Problem ::
The first line to keep is the one containing "pinky pip: (320, 170)"; restate it and all lines after it through the end of the material, word for word and nothing else.

Study material ::
========================================================================
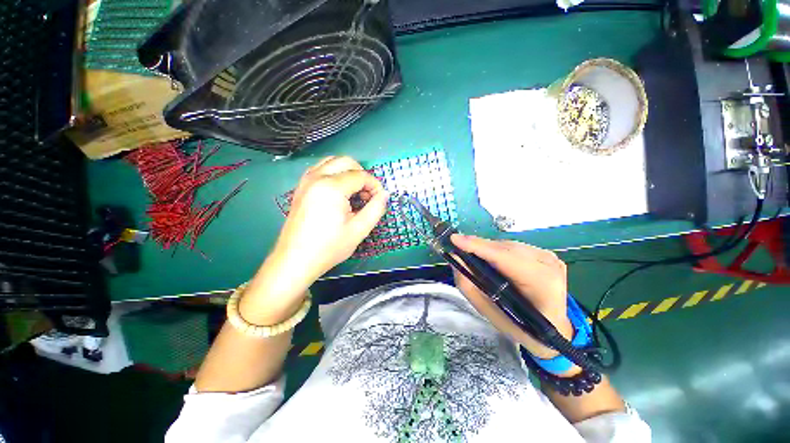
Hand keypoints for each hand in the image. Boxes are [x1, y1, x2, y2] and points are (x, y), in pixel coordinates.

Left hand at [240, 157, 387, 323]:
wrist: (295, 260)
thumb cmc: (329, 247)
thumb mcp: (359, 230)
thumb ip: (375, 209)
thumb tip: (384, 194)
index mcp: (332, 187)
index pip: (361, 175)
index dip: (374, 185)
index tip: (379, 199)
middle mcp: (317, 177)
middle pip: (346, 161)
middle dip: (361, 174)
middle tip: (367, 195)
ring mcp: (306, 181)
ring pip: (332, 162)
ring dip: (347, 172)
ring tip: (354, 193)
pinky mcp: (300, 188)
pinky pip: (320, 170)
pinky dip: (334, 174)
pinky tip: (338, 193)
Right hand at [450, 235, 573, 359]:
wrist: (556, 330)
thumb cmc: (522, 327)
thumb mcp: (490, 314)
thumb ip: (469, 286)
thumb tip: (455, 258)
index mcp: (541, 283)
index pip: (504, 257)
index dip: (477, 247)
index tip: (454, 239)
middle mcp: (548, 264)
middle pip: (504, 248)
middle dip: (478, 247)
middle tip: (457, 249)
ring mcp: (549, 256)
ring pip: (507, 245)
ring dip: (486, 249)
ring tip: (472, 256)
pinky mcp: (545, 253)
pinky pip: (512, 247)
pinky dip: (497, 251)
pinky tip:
========================================================================
Problem solution ::
pinky pip: (320, 170)
pinky dip: (334, 174)
pinky tip: (338, 193)
Right hand at [450, 235, 573, 359]:
wrist: (556, 330)
thumb cmc: (522, 327)
thumb mcp: (490, 314)
thumb ip: (469, 286)
thumb tip: (455, 258)
index mcp: (541, 283)
index pip: (504, 257)
index dip: (477, 247)
index tip: (454, 239)
middle mcp: (548, 264)
middle pip: (504, 248)
middle dip: (478, 247)
middle tip: (457, 249)
ring mcp: (549, 256)
ring pip: (507, 245)
ring dip: (486, 249)
ring tip: (472, 256)
pinky mcp: (545, 253)
pinky pip: (512, 247)
pinky dip: (497, 251)
pinky tip:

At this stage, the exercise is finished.